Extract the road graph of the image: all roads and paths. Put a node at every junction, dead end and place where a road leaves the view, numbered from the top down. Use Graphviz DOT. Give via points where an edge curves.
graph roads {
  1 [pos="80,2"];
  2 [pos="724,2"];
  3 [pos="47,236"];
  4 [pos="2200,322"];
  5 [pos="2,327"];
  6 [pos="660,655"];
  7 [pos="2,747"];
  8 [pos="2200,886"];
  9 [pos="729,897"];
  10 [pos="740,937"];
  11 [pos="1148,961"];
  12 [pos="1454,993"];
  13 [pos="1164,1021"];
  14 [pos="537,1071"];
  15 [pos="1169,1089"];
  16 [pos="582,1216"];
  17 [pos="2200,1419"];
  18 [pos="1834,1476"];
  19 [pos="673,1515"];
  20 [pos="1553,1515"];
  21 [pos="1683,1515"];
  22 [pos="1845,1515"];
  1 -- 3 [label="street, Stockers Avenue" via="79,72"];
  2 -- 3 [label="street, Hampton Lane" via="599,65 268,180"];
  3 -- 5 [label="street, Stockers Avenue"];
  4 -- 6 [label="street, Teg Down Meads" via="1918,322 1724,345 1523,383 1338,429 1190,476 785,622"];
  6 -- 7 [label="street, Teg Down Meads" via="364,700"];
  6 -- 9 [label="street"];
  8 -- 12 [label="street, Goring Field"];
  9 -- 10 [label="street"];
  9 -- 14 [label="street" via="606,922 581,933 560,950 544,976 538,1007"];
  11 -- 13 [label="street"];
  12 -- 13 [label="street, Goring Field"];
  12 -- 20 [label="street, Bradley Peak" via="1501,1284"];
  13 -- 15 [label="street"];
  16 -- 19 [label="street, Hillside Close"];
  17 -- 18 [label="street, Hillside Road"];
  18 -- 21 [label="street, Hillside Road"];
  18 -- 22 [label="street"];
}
● ● ●
* WORK TASK *
Retype everything in the material above exactly.

* SOLVED PROBLEM *
Extract the road graph of the image: all roads and paths. Put a node at every junction, dead end and place where a road leaves the view, numbered from the top down. Use Graphviz DOT. Give via points where an edge curves.
graph roads {
  1 [pos="80,2"];
  2 [pos="724,2"];
  3 [pos="47,236"];
  4 [pos="2200,322"];
  5 [pos="2,327"];
  6 [pos="660,655"];
  7 [pos="2,747"];
  8 [pos="2200,886"];
  9 [pos="729,897"];
  10 [pos="740,937"];
  11 [pos="1148,961"];
  12 [pos="1454,993"];
  13 [pos="1164,1021"];
  14 [pos="537,1071"];
  15 [pos="1169,1089"];
  16 [pos="582,1216"];
  17 [pos="2200,1419"];
  18 [pos="1834,1476"];
  19 [pos="673,1515"];
  20 [pos="1553,1515"];
  21 [pos="1683,1515"];
  22 [pos="1845,1515"];
  1 -- 3 [label="street, Stockers Avenue" via="79,72"];
  2 -- 3 [label="street, Hampton Lane" via="599,65 268,180"];
  3 -- 5 [label="street, Stockers Avenue"];
  4 -- 6 [label="street, Teg Down Meads" via="1918,322 1724,345 1523,383 1338,429 1190,476 785,622"];
  6 -- 7 [label="street, Teg Down Meads" via="364,700"];
  6 -- 9 [label="street"];
  8 -- 12 [label="street, Goring Field"];
  9 -- 10 [label="street"];
  9 -- 14 [label="street" via="606,922 581,933 560,950 544,976 538,1007"];
  11 -- 13 [label="street"];
  12 -- 13 [label="street, Goring Field"];
  12 -- 20 [label="street, Bradley Peak" via="1501,1284"];
  13 -- 15 [label="street"];
  16 -- 19 [label="street, Hillside Close"];
  17 -- 18 [label="street, Hillside Road"];
  18 -- 21 [label="street, Hillside Road"];
  18 -- 22 [label="street"];
}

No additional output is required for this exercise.